── MATERIAL SUPPLIED

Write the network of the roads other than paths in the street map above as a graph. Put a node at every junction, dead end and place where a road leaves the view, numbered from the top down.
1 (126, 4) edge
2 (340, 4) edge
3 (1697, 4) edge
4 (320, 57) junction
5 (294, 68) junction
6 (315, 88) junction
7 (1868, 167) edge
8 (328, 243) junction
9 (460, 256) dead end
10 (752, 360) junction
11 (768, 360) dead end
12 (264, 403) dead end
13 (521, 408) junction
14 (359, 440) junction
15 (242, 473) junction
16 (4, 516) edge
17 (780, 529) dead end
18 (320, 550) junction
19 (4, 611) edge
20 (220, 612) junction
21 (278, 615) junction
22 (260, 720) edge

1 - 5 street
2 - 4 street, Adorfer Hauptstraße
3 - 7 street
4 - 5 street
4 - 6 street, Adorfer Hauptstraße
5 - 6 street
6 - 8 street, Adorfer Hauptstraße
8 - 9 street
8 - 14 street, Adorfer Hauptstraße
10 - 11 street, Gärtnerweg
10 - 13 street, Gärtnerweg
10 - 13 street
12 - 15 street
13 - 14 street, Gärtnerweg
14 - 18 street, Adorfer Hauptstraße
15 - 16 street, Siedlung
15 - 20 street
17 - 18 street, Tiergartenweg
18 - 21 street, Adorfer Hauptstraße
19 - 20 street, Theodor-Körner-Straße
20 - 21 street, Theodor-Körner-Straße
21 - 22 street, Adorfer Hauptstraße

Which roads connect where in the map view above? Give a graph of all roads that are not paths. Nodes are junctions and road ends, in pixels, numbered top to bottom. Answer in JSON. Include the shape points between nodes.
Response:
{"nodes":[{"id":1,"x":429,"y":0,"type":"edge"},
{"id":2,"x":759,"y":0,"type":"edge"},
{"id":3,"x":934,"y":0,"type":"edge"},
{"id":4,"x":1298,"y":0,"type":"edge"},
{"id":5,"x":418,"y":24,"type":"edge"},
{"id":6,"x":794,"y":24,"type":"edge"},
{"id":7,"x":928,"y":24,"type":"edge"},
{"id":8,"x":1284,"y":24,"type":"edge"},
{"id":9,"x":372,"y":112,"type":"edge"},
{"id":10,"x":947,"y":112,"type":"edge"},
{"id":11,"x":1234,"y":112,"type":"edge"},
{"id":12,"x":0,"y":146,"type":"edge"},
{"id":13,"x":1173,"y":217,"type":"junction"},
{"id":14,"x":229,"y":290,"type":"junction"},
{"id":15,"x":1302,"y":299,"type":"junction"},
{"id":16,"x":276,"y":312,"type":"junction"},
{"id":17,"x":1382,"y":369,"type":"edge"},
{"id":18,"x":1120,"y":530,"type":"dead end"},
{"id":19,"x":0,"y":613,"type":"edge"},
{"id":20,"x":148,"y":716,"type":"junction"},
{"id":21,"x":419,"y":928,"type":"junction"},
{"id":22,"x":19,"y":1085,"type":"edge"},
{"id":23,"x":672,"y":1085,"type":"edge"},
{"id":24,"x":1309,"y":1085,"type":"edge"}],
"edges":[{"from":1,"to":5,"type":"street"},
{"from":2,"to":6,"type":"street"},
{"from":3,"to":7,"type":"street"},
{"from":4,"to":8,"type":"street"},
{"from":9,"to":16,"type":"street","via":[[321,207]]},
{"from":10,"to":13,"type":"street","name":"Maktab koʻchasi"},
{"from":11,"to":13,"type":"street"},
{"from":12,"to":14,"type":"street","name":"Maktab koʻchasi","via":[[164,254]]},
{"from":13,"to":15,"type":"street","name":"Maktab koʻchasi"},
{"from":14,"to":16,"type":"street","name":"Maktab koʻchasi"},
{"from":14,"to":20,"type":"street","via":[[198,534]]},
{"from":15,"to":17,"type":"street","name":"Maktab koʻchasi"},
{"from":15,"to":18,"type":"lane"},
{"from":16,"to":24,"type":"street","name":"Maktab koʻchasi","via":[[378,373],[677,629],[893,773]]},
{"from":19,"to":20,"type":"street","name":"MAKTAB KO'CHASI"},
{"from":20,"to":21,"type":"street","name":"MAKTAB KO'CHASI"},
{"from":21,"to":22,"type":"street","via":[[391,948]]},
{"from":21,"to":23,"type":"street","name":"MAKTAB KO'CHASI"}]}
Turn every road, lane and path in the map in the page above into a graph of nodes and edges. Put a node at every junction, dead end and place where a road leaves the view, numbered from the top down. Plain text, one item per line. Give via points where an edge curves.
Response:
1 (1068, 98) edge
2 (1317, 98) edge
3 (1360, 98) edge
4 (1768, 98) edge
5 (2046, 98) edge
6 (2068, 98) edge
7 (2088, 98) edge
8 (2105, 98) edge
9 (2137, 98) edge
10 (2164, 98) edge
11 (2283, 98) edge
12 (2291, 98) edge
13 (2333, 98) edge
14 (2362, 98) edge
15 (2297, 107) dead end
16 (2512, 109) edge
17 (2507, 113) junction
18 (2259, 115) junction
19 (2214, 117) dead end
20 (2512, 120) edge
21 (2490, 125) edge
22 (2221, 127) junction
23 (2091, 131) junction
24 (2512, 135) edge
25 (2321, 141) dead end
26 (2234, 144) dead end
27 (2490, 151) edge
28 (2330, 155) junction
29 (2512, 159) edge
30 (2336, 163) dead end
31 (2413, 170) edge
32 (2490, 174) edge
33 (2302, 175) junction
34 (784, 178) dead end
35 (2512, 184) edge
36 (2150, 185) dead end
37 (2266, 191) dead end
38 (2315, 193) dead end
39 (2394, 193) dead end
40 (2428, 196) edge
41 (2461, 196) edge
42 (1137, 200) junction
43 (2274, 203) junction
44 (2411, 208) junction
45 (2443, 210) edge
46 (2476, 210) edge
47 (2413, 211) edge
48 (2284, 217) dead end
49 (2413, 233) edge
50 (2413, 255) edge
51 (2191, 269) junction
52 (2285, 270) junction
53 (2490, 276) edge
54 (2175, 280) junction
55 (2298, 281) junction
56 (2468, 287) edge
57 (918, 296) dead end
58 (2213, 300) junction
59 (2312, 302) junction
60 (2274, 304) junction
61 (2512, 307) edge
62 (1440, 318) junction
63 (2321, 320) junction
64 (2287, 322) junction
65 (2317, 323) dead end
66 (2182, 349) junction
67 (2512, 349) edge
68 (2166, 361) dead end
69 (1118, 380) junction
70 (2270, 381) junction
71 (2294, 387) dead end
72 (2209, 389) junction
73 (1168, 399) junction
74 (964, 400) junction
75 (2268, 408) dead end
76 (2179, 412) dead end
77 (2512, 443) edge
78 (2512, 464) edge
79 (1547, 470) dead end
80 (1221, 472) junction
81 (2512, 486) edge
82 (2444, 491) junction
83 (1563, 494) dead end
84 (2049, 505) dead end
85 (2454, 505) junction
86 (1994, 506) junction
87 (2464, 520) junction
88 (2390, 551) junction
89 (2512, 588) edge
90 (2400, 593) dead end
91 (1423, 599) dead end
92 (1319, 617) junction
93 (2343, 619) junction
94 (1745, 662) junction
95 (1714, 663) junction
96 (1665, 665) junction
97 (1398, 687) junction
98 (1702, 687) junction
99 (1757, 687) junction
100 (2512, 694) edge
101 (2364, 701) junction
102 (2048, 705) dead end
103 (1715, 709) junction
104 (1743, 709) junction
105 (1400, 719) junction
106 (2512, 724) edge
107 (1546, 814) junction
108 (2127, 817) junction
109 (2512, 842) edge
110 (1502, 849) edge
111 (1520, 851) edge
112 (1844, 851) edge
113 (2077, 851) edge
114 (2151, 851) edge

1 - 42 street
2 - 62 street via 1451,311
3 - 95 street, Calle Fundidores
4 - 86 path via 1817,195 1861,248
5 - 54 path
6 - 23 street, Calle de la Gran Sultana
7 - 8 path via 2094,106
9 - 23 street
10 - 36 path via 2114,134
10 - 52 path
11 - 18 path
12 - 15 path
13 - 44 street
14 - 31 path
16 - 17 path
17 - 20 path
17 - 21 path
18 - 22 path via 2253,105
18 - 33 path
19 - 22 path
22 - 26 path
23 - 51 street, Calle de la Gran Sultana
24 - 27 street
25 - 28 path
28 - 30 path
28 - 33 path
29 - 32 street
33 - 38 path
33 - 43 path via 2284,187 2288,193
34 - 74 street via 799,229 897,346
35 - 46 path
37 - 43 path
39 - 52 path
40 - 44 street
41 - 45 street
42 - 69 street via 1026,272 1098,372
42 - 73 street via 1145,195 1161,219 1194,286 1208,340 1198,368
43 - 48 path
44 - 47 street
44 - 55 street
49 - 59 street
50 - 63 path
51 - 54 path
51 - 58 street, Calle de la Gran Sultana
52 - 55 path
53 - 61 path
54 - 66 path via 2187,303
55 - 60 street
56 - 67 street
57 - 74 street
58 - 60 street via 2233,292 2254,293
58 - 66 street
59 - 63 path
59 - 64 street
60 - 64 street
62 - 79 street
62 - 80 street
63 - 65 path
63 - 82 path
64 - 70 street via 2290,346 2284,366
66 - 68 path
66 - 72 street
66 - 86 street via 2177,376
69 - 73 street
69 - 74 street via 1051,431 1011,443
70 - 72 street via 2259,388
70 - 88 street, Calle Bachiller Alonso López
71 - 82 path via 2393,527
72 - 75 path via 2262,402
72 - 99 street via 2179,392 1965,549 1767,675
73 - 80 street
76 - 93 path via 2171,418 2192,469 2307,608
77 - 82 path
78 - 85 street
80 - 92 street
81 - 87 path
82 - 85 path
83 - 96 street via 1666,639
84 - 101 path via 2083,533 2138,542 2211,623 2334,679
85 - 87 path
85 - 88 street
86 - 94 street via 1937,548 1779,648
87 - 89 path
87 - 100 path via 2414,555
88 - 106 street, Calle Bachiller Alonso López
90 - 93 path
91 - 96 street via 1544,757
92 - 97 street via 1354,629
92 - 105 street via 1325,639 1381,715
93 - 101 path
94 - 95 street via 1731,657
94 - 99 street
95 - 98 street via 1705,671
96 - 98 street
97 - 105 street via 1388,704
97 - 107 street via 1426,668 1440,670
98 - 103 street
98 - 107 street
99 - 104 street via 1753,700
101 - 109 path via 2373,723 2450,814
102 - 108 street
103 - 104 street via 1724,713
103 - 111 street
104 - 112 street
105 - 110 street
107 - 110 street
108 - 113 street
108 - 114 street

────

WORK INSTRUCTION
Extract all lines from the material above that include the word "Bachiller".

TASK OUTPUT
70 - 88 street, Calle Bachiller Alonso López
88 - 106 street, Calle Bachiller Alonso López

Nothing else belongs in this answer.